#### EXERCISE PROMPT:
Find every line in the records below that contains "Korb", and copy it.

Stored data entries

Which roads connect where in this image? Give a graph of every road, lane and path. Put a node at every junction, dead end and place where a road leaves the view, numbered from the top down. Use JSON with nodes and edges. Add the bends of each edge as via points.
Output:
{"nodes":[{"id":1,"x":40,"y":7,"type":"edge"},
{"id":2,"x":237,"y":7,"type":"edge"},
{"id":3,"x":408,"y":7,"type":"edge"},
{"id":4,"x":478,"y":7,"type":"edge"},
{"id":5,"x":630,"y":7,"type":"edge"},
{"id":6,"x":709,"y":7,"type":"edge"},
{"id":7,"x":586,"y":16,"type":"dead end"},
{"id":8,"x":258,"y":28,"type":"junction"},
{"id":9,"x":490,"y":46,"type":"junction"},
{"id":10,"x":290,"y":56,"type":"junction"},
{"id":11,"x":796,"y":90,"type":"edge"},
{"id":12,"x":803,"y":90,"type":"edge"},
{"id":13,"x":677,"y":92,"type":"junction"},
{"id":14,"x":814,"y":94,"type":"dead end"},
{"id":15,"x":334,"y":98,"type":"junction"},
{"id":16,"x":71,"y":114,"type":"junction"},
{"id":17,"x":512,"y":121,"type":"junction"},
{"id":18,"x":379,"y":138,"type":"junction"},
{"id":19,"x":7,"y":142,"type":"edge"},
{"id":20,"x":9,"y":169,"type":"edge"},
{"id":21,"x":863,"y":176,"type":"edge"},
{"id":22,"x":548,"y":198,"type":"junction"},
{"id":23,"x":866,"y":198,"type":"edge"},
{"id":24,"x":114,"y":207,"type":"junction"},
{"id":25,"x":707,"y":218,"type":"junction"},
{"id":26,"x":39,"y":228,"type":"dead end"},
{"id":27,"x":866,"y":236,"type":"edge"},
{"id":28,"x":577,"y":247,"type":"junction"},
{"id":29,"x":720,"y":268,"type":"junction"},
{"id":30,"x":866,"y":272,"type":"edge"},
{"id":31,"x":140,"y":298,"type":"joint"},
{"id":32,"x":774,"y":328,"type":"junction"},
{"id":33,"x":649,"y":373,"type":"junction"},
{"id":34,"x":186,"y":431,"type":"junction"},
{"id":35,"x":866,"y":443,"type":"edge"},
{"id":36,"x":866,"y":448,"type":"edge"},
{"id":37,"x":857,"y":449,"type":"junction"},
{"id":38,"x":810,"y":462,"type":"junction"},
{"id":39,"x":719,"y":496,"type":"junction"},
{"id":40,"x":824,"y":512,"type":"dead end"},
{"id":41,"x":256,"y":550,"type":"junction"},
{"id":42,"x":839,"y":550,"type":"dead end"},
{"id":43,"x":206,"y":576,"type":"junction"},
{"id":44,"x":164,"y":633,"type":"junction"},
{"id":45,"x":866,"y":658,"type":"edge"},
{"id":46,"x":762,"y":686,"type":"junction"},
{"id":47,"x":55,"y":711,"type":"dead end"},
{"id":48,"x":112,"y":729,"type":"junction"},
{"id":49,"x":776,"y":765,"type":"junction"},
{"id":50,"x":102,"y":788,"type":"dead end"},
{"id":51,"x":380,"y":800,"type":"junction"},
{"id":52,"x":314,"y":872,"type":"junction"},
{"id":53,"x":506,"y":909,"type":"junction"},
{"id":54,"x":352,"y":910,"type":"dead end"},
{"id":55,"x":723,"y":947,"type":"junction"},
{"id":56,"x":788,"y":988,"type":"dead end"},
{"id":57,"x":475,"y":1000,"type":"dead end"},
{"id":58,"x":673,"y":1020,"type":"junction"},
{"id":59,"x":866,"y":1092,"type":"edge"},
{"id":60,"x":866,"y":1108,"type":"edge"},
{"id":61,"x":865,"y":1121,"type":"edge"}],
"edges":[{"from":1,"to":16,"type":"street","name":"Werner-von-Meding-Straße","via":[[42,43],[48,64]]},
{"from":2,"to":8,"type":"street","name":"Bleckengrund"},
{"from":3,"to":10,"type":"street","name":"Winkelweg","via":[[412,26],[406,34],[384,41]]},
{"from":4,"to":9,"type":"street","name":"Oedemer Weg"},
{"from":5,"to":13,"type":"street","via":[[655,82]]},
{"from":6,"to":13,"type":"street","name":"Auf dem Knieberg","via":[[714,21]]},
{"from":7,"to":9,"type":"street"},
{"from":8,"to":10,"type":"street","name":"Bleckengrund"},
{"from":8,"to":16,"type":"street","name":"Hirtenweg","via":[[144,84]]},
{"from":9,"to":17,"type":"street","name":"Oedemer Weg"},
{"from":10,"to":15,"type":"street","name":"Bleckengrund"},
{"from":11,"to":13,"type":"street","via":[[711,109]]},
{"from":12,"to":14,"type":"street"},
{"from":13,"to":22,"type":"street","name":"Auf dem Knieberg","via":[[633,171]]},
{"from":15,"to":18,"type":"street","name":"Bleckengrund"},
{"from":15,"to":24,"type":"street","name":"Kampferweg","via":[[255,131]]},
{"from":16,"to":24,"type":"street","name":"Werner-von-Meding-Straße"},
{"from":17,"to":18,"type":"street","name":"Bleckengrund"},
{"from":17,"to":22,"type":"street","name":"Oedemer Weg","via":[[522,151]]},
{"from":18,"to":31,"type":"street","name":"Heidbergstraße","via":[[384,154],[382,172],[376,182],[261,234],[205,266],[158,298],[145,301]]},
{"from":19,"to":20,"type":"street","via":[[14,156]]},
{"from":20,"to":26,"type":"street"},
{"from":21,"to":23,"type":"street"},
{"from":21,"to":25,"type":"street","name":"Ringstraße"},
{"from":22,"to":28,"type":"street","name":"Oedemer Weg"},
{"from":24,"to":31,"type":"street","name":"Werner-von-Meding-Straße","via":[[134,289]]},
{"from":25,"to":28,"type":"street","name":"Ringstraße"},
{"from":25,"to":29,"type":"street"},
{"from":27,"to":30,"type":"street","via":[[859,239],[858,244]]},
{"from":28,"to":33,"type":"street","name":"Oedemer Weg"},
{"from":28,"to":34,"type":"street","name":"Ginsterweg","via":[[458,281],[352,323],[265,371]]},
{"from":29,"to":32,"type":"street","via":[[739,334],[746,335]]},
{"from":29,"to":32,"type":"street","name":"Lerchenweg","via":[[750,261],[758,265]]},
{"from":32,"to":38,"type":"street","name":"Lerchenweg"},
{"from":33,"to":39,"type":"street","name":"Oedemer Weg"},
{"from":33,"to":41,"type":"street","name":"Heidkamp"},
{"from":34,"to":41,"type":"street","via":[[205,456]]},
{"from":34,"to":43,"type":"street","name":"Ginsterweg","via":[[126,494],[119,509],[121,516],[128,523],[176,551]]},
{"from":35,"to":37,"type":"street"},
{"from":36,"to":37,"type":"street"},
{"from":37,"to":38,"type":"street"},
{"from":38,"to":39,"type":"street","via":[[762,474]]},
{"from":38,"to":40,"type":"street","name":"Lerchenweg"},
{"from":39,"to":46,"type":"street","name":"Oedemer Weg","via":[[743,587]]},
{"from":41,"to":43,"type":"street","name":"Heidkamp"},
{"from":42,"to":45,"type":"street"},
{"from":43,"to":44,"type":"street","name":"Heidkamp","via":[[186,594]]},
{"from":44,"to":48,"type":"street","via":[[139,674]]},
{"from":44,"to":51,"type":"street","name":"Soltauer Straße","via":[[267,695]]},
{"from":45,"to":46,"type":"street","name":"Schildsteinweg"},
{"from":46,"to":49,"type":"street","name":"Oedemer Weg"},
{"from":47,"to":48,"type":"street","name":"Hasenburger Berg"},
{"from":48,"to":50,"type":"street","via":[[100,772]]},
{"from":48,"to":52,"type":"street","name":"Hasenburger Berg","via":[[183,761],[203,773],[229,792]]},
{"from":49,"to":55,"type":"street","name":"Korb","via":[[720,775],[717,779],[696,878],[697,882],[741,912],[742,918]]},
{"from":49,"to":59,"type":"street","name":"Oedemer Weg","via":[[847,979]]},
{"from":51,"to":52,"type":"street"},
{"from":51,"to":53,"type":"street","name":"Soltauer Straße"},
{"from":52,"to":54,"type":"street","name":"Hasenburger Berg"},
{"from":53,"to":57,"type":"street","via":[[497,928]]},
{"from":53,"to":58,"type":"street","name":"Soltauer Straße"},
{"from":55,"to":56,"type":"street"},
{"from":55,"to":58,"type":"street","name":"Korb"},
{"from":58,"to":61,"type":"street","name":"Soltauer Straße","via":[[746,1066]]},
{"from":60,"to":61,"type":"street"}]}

#### PROBLEM SOLUTION:
{"from":49,"to":55,"type":"street","name":"Korb","via":[[720,775],[717,779],[696,878],[697,882],[741,912],[742,918]]},
{"from":55,"to":58,"type":"street","name":"Korb"},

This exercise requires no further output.